:: WORK TO BE COMPLETED ::
Search the records for the string "dead" and return each line that has it.

Data records:
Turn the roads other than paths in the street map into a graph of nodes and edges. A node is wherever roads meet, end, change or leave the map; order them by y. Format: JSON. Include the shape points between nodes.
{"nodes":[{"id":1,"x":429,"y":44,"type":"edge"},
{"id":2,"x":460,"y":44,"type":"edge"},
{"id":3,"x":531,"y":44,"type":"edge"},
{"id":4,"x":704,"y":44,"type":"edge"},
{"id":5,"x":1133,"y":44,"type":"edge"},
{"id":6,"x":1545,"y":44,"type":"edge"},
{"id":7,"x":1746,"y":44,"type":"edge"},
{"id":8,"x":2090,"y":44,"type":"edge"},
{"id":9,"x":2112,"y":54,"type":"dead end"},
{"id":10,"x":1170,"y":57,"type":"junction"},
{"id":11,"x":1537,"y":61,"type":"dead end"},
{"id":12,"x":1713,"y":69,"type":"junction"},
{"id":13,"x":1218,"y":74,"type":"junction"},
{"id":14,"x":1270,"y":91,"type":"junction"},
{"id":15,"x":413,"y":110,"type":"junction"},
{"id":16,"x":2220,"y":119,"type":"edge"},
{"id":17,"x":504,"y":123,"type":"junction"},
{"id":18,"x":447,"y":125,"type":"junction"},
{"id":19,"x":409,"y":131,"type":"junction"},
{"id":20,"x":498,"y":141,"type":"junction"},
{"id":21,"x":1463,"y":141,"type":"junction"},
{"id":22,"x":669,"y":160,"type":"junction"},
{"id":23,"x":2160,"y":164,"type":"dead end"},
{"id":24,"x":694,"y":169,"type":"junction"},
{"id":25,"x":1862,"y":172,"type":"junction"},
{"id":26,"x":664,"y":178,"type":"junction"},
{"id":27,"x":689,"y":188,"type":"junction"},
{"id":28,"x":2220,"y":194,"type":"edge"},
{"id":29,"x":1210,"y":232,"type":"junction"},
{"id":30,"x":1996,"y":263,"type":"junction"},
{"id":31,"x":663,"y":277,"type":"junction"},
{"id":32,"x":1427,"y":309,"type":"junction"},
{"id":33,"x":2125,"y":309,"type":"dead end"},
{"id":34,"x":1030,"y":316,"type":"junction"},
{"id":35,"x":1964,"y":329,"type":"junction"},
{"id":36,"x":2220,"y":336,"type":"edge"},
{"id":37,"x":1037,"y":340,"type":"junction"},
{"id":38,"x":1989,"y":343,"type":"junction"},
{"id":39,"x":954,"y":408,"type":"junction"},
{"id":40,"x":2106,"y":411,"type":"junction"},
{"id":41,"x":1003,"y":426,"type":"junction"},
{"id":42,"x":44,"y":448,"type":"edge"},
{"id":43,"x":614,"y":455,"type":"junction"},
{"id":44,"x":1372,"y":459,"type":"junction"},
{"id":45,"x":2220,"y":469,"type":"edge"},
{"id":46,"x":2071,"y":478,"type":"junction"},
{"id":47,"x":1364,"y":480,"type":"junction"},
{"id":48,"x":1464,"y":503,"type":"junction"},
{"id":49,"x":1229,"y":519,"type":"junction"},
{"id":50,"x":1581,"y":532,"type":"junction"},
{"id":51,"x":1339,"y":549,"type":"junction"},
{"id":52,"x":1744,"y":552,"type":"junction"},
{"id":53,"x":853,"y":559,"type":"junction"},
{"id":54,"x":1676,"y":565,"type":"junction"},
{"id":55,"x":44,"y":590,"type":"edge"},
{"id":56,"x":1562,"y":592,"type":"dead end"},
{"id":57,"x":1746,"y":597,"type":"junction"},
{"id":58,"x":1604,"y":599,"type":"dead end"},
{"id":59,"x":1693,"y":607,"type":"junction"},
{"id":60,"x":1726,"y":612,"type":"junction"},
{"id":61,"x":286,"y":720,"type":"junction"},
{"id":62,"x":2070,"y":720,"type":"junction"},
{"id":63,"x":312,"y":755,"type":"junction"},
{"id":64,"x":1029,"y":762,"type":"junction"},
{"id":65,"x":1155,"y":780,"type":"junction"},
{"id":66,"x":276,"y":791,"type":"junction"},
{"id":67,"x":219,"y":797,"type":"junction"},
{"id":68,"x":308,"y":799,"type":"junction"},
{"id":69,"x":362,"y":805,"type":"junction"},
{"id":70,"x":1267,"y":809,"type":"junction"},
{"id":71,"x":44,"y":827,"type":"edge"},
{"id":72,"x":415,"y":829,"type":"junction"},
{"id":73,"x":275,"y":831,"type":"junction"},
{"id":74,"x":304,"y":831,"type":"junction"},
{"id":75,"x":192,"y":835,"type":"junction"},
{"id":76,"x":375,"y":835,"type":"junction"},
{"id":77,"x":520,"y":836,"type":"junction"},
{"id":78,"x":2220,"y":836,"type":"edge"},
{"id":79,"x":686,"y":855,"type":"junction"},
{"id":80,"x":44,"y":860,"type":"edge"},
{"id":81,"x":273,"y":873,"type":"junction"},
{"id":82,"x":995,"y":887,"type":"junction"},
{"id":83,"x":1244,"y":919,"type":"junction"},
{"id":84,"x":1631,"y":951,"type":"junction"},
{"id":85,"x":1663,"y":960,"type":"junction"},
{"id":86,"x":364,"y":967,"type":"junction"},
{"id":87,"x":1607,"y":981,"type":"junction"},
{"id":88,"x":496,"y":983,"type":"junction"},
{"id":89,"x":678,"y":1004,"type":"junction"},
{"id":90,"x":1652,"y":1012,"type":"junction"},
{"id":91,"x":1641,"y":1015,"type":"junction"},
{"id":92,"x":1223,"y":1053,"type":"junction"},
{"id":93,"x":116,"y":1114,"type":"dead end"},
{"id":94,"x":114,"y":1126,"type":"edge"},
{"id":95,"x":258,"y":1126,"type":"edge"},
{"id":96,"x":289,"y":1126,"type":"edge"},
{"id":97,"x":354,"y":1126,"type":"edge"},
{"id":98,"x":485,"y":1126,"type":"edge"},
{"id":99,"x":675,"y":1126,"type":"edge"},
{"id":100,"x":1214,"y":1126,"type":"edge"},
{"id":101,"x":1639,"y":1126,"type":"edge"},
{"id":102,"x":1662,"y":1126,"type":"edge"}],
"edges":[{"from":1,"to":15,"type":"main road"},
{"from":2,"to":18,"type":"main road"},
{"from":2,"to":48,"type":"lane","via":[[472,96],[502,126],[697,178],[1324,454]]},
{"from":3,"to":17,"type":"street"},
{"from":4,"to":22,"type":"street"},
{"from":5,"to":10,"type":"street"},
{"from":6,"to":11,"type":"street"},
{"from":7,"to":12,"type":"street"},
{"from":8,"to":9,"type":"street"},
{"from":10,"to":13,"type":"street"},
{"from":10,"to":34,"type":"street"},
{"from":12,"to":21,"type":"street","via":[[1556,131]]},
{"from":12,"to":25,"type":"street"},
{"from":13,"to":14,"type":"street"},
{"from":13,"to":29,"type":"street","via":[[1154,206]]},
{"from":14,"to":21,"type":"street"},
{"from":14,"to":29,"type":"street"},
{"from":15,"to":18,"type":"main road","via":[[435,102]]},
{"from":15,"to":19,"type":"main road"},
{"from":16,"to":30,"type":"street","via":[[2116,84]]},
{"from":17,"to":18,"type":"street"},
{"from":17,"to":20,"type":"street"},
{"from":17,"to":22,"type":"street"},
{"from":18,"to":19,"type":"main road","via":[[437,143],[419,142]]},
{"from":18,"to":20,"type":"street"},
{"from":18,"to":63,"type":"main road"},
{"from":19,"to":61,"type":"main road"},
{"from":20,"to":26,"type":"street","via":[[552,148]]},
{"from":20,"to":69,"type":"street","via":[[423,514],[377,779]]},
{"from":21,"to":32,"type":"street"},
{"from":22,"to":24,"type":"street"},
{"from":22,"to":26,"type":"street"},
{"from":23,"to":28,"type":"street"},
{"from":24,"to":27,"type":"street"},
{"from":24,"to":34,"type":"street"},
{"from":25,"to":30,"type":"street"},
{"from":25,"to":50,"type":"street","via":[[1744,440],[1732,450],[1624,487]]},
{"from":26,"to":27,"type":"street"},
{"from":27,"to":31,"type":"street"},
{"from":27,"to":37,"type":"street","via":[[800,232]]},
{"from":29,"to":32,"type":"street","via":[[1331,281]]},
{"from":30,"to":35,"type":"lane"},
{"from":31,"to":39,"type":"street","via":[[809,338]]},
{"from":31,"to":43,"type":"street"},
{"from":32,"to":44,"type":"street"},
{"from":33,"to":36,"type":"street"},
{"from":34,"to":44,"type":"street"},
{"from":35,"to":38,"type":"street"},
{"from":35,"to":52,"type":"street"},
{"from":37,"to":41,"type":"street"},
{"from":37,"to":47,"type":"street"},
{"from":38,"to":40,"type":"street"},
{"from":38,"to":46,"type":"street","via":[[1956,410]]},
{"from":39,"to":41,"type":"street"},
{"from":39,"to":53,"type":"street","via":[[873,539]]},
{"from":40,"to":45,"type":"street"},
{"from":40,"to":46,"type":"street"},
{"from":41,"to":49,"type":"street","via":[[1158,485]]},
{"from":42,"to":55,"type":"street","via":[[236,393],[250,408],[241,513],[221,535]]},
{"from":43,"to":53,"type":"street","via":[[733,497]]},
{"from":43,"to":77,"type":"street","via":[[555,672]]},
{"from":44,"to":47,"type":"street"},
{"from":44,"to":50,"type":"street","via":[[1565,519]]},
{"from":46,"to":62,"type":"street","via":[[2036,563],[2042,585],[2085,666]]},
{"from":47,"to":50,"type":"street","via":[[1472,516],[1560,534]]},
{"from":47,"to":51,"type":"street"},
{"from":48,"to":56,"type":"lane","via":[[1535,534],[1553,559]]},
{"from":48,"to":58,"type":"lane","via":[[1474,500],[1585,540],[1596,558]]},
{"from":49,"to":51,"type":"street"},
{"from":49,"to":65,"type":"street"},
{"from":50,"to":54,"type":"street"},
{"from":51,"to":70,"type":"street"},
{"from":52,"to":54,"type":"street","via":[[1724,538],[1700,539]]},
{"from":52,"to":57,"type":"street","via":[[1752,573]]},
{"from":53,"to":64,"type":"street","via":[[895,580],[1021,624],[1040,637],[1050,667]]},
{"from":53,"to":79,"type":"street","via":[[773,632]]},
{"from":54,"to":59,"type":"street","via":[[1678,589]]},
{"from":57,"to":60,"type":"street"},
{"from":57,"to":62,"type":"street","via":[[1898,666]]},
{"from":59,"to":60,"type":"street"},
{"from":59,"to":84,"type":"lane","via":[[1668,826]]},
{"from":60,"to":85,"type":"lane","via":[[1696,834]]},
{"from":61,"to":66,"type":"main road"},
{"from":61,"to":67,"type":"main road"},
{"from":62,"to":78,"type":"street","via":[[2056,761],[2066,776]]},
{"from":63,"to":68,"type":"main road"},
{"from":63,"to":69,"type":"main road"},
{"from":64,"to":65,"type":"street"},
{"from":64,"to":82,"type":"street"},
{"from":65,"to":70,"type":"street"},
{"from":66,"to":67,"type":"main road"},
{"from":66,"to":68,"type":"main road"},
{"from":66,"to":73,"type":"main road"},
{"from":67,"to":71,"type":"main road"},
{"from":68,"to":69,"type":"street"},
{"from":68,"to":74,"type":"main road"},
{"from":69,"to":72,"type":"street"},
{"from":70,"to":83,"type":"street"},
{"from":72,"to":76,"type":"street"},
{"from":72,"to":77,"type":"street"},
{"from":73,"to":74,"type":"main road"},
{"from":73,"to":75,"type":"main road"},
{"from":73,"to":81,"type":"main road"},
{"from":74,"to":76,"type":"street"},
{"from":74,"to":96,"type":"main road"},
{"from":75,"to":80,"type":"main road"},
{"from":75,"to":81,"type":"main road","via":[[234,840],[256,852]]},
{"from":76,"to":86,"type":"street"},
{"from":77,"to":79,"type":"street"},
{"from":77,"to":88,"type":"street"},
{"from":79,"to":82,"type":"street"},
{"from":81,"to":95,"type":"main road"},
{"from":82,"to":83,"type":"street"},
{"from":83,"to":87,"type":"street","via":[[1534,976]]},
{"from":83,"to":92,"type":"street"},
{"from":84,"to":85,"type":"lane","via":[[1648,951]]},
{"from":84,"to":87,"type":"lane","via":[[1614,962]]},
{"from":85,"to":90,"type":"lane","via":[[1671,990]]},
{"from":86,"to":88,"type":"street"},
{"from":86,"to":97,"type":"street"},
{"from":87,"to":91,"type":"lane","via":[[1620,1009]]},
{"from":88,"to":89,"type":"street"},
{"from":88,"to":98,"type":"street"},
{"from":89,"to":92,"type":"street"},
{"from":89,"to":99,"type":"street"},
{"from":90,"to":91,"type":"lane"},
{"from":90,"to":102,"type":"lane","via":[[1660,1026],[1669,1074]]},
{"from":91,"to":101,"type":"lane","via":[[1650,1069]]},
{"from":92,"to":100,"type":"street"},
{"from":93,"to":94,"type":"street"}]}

:: RESPONSE BOX ::
{"id":9,"x":2112,"y":54,"type":"dead end"},
{"id":11,"x":1537,"y":61,"type":"dead end"},
{"id":23,"x":2160,"y":164,"type":"dead end"},
{"id":33,"x":2125,"y":309,"type":"dead end"},
{"id":56,"x":1562,"y":592,"type":"dead end"},
{"id":58,"x":1604,"y":599,"type":"dead end"},
{"id":93,"x":116,"y":1114,"type":"dead end"},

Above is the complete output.